Ben:
At 13:44 19/10/1997 -0600, Benjamin B. Compton said:
>Replying to LO15407 --
>The result is a group of people that work phenomenally well together, but
>who also fiercely compete with one another (and, of course, because of the
>structure, they chase away the "dead meat" before it spoils the whole
>organization). This must be one of the contributing factors of Micorsoft's
>success.
>[Host Note: I enountered another famous and successful high tech company
>in which employees who were bottom third two times were manditory
>terminations. My client (in the company) and I both felt this was
>draconian and would terminate valuable employees. ...Rick]
Please accept the following not as a "position for all cases" but a data
point from my experience. While managing domestic and international sales
operations (direct and distributor), I annually removed the bottom 20% of
individual contributors (sales staff). Yes, I believe that the system is
responsible for 90+% of the problem, the employees 10% or less, and as
management controls the system, the burden falls (should fall) most
heavily on management. Following is my restructuring of the system to
support this culling:
Most sales organizations fall prey to Paretto's law - the 80-20 rule - in
which the vast majority of sales are delivered consistently by a few (with
some variation within this upper strata) and that the bottom tier delivers
little (and much that they deliver is not "clean business" and thus
margins are further eroded) while consuming substantial "draw"
compensation and much sales management time.
The principal reason I heard for not removing these low performers sooner
were variants of, "We need to have someone to cover the territory... or
call on the clients." Long before I became immersed in service delivery,
loyalty, and recovery issues, I had the feeling that a system that
permitted retention in such cases - that consigned poor performers to our
valued client base - was flawed.
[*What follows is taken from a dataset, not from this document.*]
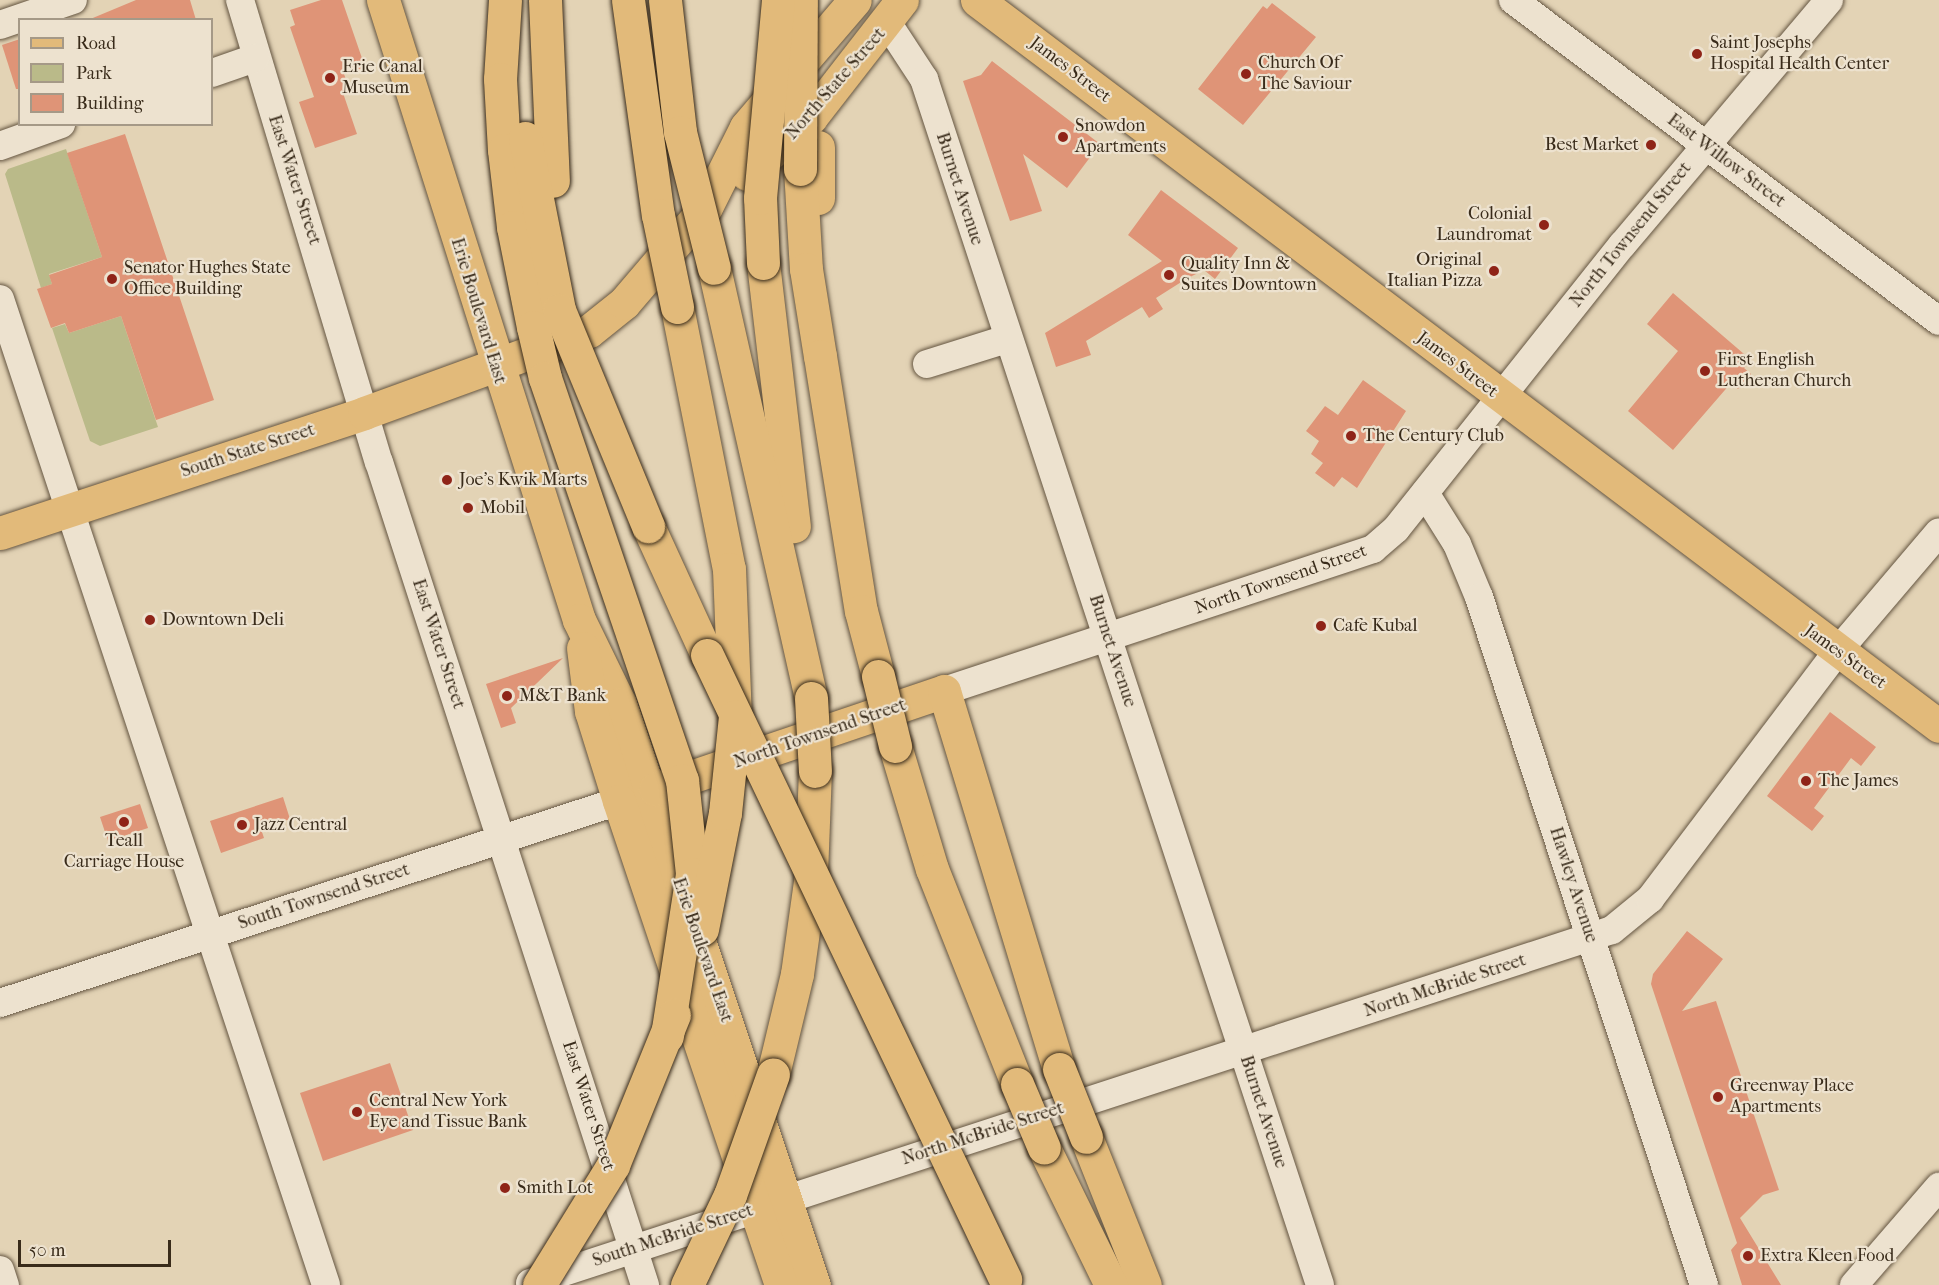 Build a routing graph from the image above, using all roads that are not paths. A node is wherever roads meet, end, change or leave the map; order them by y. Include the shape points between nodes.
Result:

My solution was a well-publicized "up or
out" program that was designed to prevent anyone from being surprised.
New/low performers were assigned mentors. Consistently low performance
mandated internal sales training/coaching. Decline the training and you
were gone immediately. Accept and you went into a "substance abuse"-like
program (and the substance abused was an excuse). Mentors and myself
looked at the contributor's region, customers, quota and individual
performance before making a termination decision. No termination decision
ever came as a surprise. Most low performers left of their own volition.
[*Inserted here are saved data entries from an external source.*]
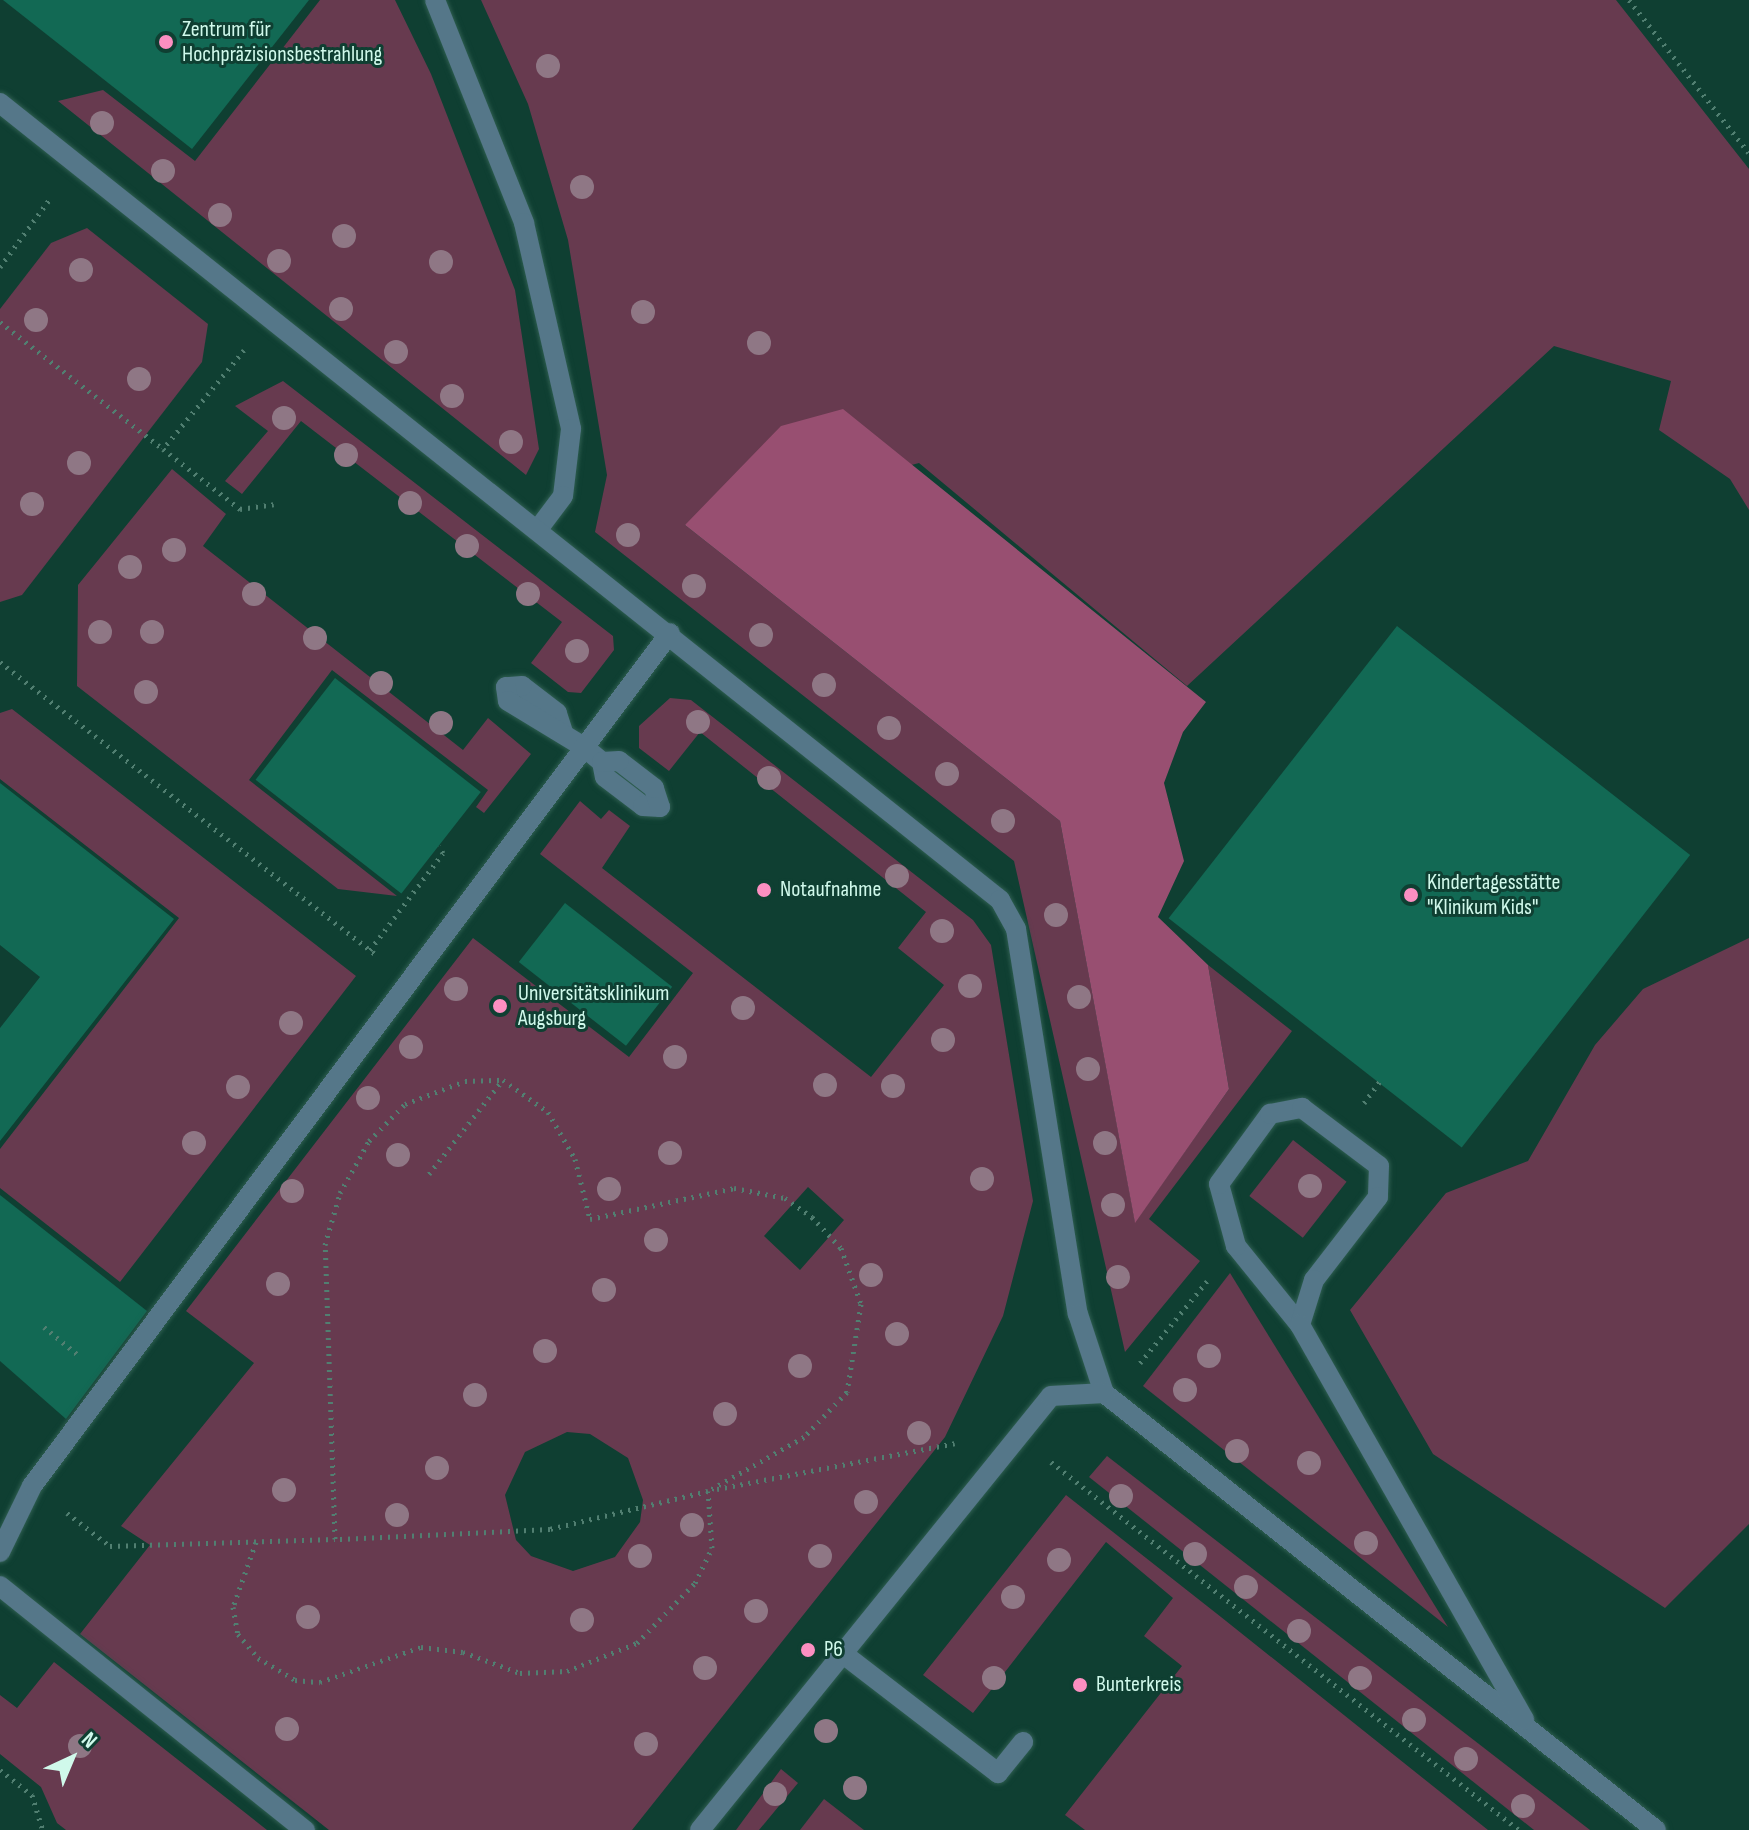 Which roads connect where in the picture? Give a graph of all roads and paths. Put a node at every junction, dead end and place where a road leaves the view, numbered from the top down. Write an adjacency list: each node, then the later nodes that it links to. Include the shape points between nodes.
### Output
1 (435, 0): 11 (lane, via 524,223 571,429 563,496)
2 (1629, 0): 4 (path)
3 (0, 103): 5 (lane)
4 (1749, 153)
5 (76, 163): 6 (path); 7 (lane)
6 (0, 267)
7 (271, 317): 9 (path); 11 (lane)
8 (0, 322): 9 (path)
9 (163, 449): 10 (path, via 240,509)
10 (274, 504)
11 (540, 527): 12 (lane)
12 (670, 633): 15 (lane); 24 (lane, via 1000,900 1016,929 1078,1314)
13 (0, 662): 18 (path)
14 (563, 732): 15 (lane)
15 (584, 747): 16 (lane); 19 (lane)
16 (602, 762)
17 (439, 846): 18 (path, via 443,853)
18 (370, 950): 19 (path)
19 (407, 980): 26 (lane)
20 (503, 1080): 21 (path); 27 (path, via 548,1112 575,1159 590,1219 683,1196 757,1190 812,1217 846,1257 861,1304 847,1392 804,1437); 28 (path, via 465,1081 405,1104 369,1141 340,1193 325,1245)
21 (429, 1174)
22 (1236, 1246): 23 (lane); 23 (lane, via 1219,1184 1270,1114 1302,1108 1379,1166 1378,1197 1314,1280); 24 (path, via 1135,1370)
23 (1300, 1325): 33 (lane)
24 (1104, 1393): 25 (lane, via 1051,1396); 33 (lane)
25 (1017, 1436): 27 (path); 32 (lane); 39 (path)
26 (32, 1486): 29 (path, via 110,1546); 30 (lane)
27 (708, 1491): 28 (path, via 550,1529); 29 (path, via 712,1548 695,1583 637,1643 567,1671 520,1673 463,1652 421,1647 320,1682 295,1680 258,1658 238,1634 233,1607)
28 (335, 1539): 29 (path)
29 (256, 1542)
30 (0, 1552)
31 (0, 1586): 37 (lane)
32 (842, 1653): 34 (lane, via 998,1773); 38 (lane)
33 (1530, 1731): 40 (lane)
34 (1023, 1742)
35 (0, 1770): 36 (path, via 32,1795)
36 (43, 1830)
37 (305, 1830)
38 (700, 1830)
39 (1519, 1830)
40 (1656, 1830)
We developed sales forecasting tools (which I now recommend to clients)
that tracked things like order slippage (ability to forecast close of
business), factored revenue by a shared set of descriptions tied to % of
sales cycle completed (reality check on contributor's ability to
understand the prospect's environment, the condition of the sale, and what
had to be done to retire the business), etc. Sales forecasts were
required weekly and you didn't get your expense check until they were in,
so the process was largely self policing. In short, we had a reasonably
real-time reporting process that gave us enough information to parse the
situation.
The program was noted in our hiring, became a word-of-mouth item among the
sales staff, to the point that we lifted the performance bar before we
actually did anything. The poor contributor stayed away (and there are
many that struggle along on the draw compensation before moving on to the
next posting). Middle performers saw it as a safety net, even to learn
and grow. The top performers, of course, thought it unnecessary as well
as a drag on their time (they being the mentors), but we wrote it into
their comp plan, and as long as the time required was not onerous, support
was available.
Overall, it lifted the performance bar as everyone knew that they were in
a group that was held accountable in quantifiable terms, that poor
performance was unacceptable, that proactively helping your peers was
expected (we'd developed an early form of best practices capture but could
have done much more with it). The staff, especially the technical sales
support staff, came to like working in an environment where there was an
above average chance that the sales contributor knew what he or she were
doing, and that we minimized direct and indirect opportunity costs. We
did this in an environment (sales) that is notoriously resistant to
training
The program was not without personal pain. The plan caused concern in the
sales force when first announced (I'd not done enough pre-selling of my
own) and I had to fight off a number of back-channel entreaties to senior
management (I hadn't sold "upwards" enough either). I had an (expected)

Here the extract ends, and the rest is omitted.